What is the difference between a Business Designer and a Service Designer anyhow? Isn’t it the same? What do you do that we don’t? an agitated colleague asked me recently. She is a Service Designer. She has an interest in Business Design and wants to learn more. But she still gets confused about the difference. With this article we will try to clarify.
Business Meets Design

The search interest in Service Design and Business Design illustrates the fact that the first is more known in the design community. They share a similar approach but are distinct in their focus and tools. We will look at the biggest differences between the two.
In a later article we will discuss the distinction between Business Design and business analysis.
Business Design vs. Service Design
Service Design cares about user experience. The focus is on user-friendliness and the desirability of the product. But this is not enough. Imagine a team building a great user experience for a very popular product, but without a business model.

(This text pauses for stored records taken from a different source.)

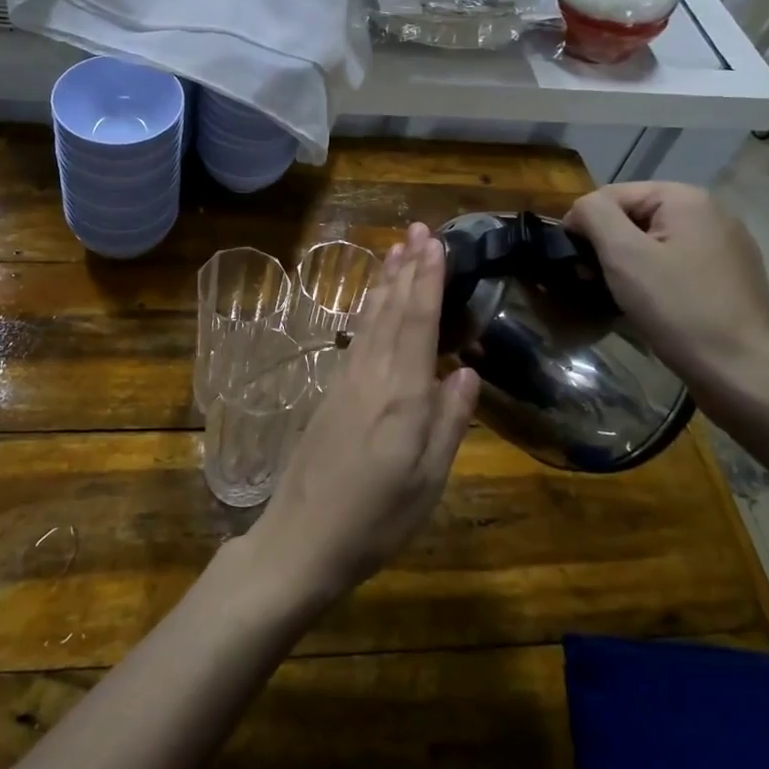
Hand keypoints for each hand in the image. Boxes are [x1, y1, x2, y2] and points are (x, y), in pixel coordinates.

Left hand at [244, 223, 478, 608]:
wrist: (300, 539)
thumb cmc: (375, 520)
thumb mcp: (427, 482)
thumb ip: (449, 423)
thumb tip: (468, 372)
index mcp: (403, 396)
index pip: (419, 323)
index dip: (429, 280)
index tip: (436, 242)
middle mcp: (372, 377)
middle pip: (393, 311)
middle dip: (407, 268)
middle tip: (418, 229)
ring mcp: (346, 382)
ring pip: (371, 319)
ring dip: (385, 282)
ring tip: (396, 250)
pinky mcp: (330, 394)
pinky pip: (356, 337)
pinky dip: (368, 311)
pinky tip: (371, 303)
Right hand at [566, 182, 768, 417]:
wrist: (743, 373)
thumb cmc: (679, 309)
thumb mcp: (624, 256)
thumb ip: (594, 216)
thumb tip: (579, 210)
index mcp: (687, 199)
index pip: (612, 195)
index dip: (584, 225)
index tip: (574, 263)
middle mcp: (711, 213)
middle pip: (634, 217)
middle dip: (607, 246)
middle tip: (591, 283)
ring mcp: (725, 247)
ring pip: (654, 243)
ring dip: (627, 266)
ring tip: (616, 297)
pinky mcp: (729, 278)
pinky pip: (676, 265)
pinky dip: (653, 280)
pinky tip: (648, 307)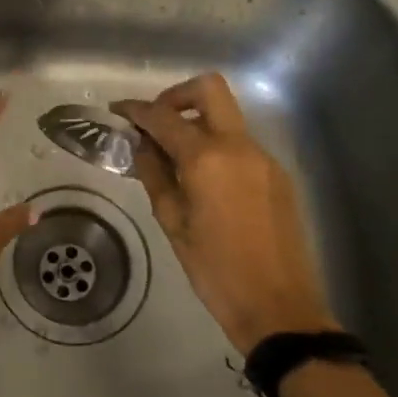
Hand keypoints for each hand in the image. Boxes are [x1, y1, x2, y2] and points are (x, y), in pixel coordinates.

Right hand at [115, 72, 337, 356]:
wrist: (279, 306)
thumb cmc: (215, 270)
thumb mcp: (173, 223)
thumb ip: (155, 175)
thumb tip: (142, 146)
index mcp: (207, 158)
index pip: (164, 117)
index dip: (136, 110)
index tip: (118, 112)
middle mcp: (239, 146)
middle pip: (209, 90)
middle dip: (176, 96)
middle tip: (155, 123)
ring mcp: (264, 158)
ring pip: (227, 117)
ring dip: (198, 122)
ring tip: (175, 157)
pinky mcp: (278, 175)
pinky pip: (241, 144)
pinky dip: (217, 146)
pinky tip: (204, 180)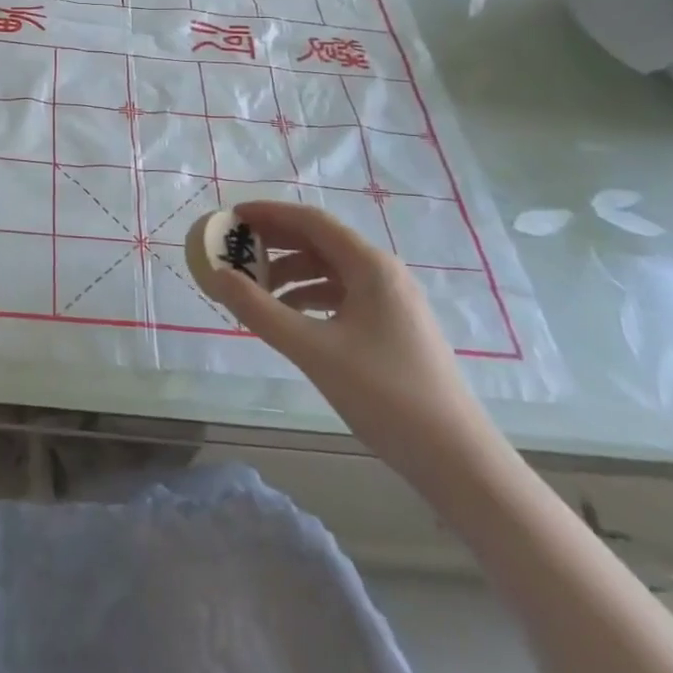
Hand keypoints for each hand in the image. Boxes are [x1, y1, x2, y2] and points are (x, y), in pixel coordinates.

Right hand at [200, 200, 504, 489]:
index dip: (269, 214)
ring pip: (330, 271)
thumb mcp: (312, 350)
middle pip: (320, 242)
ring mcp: (391, 301)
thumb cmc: (385, 395)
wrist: (456, 458)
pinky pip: (341, 296)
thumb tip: (216, 276)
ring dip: (290, 274)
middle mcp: (383, 273)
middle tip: (234, 251)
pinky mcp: (392, 327)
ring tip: (253, 291)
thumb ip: (259, 310)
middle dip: (275, 243)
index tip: (231, 217)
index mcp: (370, 266)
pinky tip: (288, 318)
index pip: (311, 221)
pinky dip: (309, 298)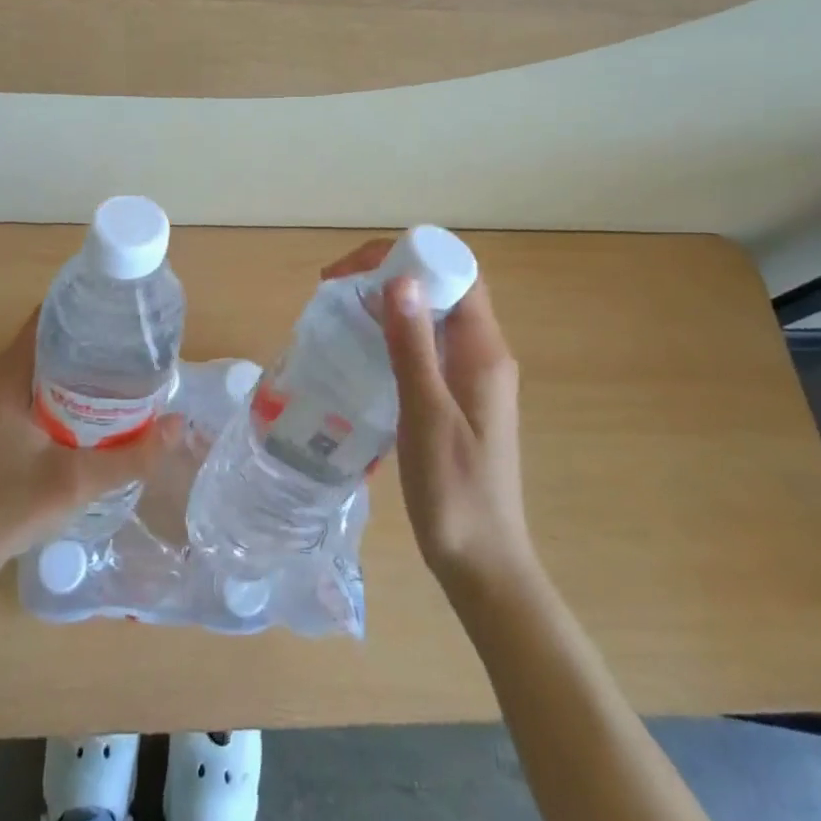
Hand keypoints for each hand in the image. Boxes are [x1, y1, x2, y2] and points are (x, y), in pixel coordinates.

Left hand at [0, 309, 182, 582]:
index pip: (49, 316)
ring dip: (82, 361)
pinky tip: (99, 399)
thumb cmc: (9, 507)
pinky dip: (67, 382)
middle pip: (50, 335)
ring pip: (45, 360)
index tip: (126, 313)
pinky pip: (37, 381)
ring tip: (127, 366)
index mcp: (6, 373)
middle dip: (93, 336)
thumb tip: (180, 425)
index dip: (88, 307)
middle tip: (138, 343)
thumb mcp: (77, 481)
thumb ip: (133, 455)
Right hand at [322, 240, 533, 595]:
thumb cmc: (455, 494)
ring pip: (432, 312)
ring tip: (341, 307)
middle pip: (443, 284)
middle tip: (337, 285)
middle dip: (391, 270)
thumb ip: (414, 346)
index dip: (408, 255)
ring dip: (390, 298)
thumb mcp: (427, 416)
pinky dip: (394, 329)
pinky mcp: (457, 394)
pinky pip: (427, 341)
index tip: (355, 269)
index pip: (455, 271)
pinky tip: (362, 345)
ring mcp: (471, 374)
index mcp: (484, 351)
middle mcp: (483, 353)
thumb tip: (399, 278)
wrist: (483, 565)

Without Business Design there is no viability and the company will eventually go bankcrupt. Signs for a lack of business sense are
- lack of market overview: competition and positioning,
- unprofitable business model,
- arbitrary pricing,
- over-optimistic marketing,
- disregard of company assets, and
- an unclear strategy.
Business Design focuses on creating, delivering and capturing value. It is concerned about the tangible benefits that are delivered to customers and partners. And it puts a price tag on these benefits.

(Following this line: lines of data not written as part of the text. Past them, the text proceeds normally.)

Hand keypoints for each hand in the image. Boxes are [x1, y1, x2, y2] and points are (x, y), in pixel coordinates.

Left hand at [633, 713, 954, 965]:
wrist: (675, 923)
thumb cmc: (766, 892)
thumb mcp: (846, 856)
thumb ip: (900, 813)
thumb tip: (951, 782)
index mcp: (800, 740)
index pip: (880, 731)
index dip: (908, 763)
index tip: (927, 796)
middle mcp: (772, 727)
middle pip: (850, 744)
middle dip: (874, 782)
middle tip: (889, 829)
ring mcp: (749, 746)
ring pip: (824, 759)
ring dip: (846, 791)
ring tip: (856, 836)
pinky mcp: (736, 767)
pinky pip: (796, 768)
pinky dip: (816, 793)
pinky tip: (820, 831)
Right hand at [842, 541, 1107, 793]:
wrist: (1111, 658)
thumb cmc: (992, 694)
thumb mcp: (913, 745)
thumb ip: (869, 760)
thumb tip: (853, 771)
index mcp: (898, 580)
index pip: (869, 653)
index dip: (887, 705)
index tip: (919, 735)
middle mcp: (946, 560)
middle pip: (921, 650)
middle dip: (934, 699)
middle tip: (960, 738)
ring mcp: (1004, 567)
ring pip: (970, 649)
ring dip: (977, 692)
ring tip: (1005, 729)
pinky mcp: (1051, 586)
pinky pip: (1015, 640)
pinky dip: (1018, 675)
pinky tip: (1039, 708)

Business Designers and Service Designers look at innovation from different perspectives. Here we summarize the differences in seven categories:

What is the focus of analysis? A Service Designer looks at the integration of all product features and supporting functions in a service concept or blueprint. The Business Designer looks at the business model and where value creation happens.
What are we striving for? A Service Designer wants to create the best user experience while the Business Designer wants to create a sustainable business. They have to work together to achieve both.
How do we plan? A Service Designer plans the product roadmap to know what to work on and coordinate with other stakeholders. A Business Designer thinks about the company’s overall strategy and organisation. A financial plan quantifies the assumptions
Who are we designing for? While the focus of the designer is the user and he creates a user persona to understand their needs, the Business Designer focuses on the customer because this will be the person that pays for the value created. Especially in B2B user and customer are rarely the same person.
How do we do research? A Service Designer employs user interviews and other qualitative methods to find out about the user’s needs. A Business Designer looks at the market, competition and industry trends.
How do we look at the users experience? The Service Designer looks at the Customer journey to understand how the user persona experiences the product. He tries to make the user’s journey as frictionless as possible. The Business Designer defines a sales or marketing funnel that understands in detail the buying decision process and thinks about the necessary actions in each step to make the product or service successful.
What do we measure? A Service Designer will draw satisfaction from a proven engagement of the user with the service. A Business Designer measures his success in monetary revenue and profits.

Shared Approaches
In practice the boundaries between the two professions are not so strict and Service Designer take over Business Design tasks and vice versa. Especially the way they approach problems is very similar.
Both invest time in thoroughly understanding — or even defining — a problem before they try to find a solution. They work together to define a value proposition that makes the users happy and also have a sustainable business model.
Business and Service Designers frame assumptions that they carefully test. Both build MVPs (minimum viable products) to validate their hypothesis and run experiments before they spend more resources on a high definition product.
Conclusion
We need both Business Design and Service Design. Service Designers should know about business and learn the basics, while Business Designers need to understand the importance of user experience. Compared to more traditional professions they spend more time on identifying the problem and validating assumptions. They have a bias to action over analysis.
Of course, the two are part of the whole innovation triangle: you also need tech and execution to get your product into the market.